Taïwan veut faire de la défense de Kinmen en 1958 un message stratégique pour aujourd’hui. Le président Lai Ching-te s’est rendu dimanche 23 août sur l’archipel situé à quelques kilomètres des côtes chinoises pour commémorer le 68e anniversaire du bombardement qui avait déclenché la deuxième crise du détroit de Taïwan.
« La paix doit être défendue »
Lai a déclaré que la paix ne pouvait pas être considérée comme acquise et qu’elle devait reposer sur une capacité de défense suffisamment forte pour décourager une attaque. Reuters rapporte qu’il a assuré que Taïwan ne céderait « pas un pouce » de territoire.

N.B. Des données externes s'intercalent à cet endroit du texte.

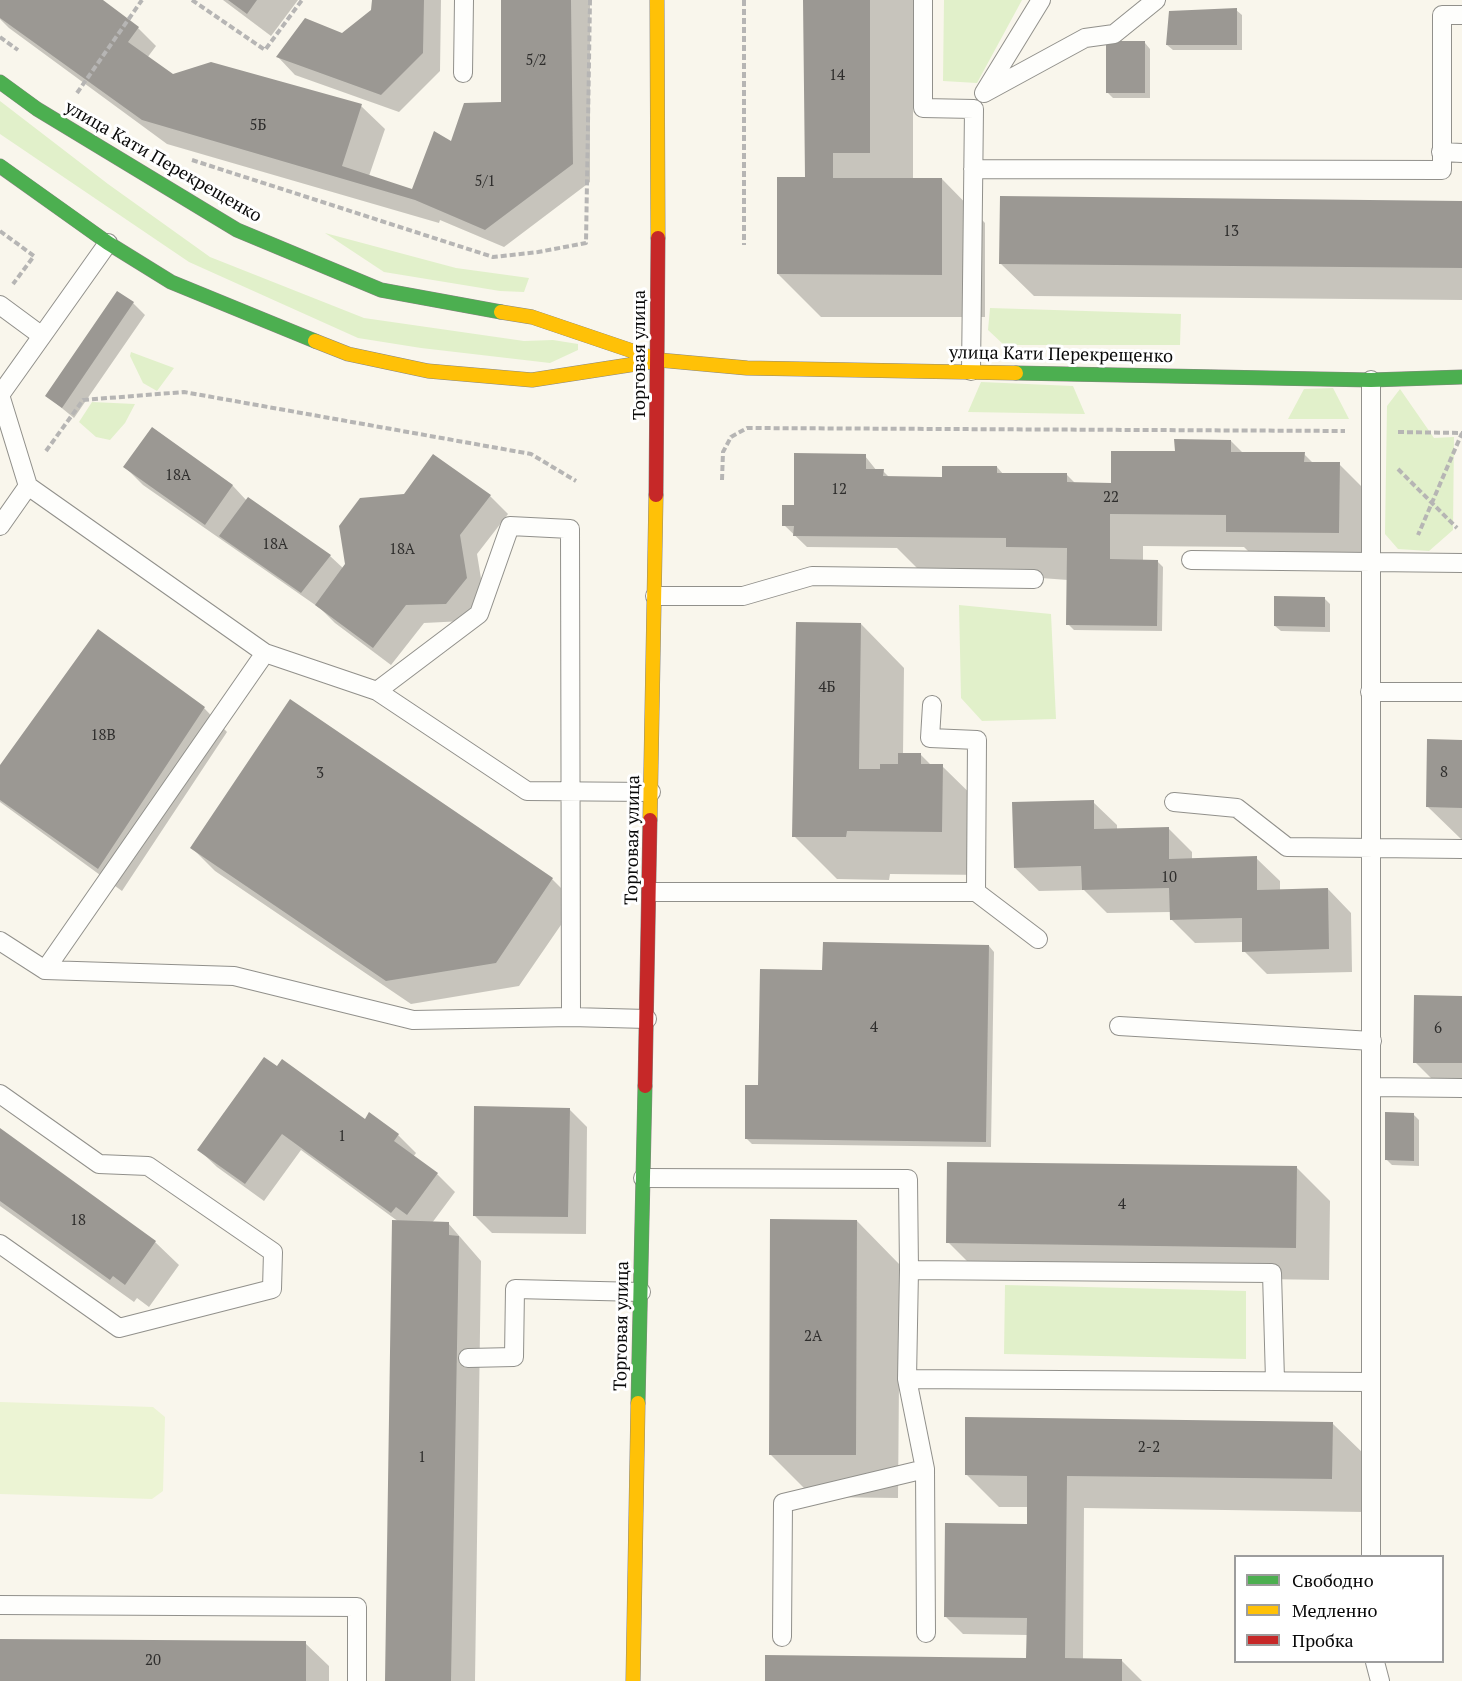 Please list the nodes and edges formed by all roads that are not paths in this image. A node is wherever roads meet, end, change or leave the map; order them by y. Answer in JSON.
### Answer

La présidence taïwanaise a indiqué que le chef de l’État avait rendu hommage aux soldats tombés lors des combats de 1958 et réaffirmé son objectif de renforcer les capacités militaires de l’île tout en recherchant une paix durable.

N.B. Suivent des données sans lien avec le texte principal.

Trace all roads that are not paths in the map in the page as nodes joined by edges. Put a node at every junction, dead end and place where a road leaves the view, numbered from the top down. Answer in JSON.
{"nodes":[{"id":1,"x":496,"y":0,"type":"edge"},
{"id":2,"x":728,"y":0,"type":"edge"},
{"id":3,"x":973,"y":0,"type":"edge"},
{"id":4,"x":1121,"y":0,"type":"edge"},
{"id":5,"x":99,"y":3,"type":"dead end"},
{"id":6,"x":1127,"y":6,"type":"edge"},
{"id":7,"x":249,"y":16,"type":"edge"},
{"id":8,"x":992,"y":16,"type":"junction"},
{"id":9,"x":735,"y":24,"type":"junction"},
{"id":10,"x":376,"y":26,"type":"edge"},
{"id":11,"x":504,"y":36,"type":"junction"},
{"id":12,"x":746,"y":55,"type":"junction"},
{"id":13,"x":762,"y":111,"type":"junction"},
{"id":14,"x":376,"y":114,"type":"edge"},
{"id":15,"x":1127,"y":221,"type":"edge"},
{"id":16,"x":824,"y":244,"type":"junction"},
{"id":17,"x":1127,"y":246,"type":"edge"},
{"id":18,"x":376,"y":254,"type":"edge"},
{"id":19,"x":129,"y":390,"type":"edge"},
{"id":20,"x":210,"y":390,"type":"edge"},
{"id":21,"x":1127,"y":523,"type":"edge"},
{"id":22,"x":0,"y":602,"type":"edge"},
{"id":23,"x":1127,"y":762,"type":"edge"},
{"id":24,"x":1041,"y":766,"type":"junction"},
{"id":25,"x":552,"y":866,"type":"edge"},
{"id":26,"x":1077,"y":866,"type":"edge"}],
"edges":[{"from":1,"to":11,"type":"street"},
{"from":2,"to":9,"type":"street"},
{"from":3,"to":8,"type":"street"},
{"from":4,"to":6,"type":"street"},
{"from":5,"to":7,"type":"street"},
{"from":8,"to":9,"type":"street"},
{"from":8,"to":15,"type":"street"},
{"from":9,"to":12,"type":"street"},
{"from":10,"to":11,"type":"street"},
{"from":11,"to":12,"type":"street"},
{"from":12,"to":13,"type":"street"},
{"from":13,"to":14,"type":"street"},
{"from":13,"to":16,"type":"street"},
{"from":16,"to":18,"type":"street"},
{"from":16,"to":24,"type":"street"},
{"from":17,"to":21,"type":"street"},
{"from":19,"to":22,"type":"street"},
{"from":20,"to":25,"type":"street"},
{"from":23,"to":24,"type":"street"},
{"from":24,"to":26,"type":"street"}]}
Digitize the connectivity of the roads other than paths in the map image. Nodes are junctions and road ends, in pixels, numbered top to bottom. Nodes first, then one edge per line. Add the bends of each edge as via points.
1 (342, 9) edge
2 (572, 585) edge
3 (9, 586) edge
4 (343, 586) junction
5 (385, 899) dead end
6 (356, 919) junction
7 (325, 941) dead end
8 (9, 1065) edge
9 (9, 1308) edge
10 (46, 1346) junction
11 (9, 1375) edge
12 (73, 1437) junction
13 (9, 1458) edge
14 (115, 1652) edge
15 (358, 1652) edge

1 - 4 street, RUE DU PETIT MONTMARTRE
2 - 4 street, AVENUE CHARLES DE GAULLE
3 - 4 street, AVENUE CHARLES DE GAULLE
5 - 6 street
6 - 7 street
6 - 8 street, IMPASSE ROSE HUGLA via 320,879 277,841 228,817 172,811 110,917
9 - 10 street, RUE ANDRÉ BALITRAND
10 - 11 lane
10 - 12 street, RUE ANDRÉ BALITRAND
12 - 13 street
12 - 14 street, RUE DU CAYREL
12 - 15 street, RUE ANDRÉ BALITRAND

Un budget de défense appelé à dépasser 1 000 milliards de dollars taïwanais
Lai a demandé un soutien politique plus large au budget de défense de 2027, qui doit dépasser 1 000 milliards de dollars taïwanais, soit environ 30 milliards de dollars américains. Taipei augmente notamment ses investissements dans les drones, les missiles et les capacités de défense asymétrique.
Kinmen reste une zone hautement symbolique
Kinmen est administrée par Taïwan mais se trouve au large de la province chinoise du Fujian. Les forces chinoises et taïwanaises s’y sont affrontées à grande échelle en 1958. Pékin revendique toujours Taïwan comme faisant partie de son territoire, tandis que le gouvernement de Lai affirme que seul le peuple taïwanais peut décider de son avenir.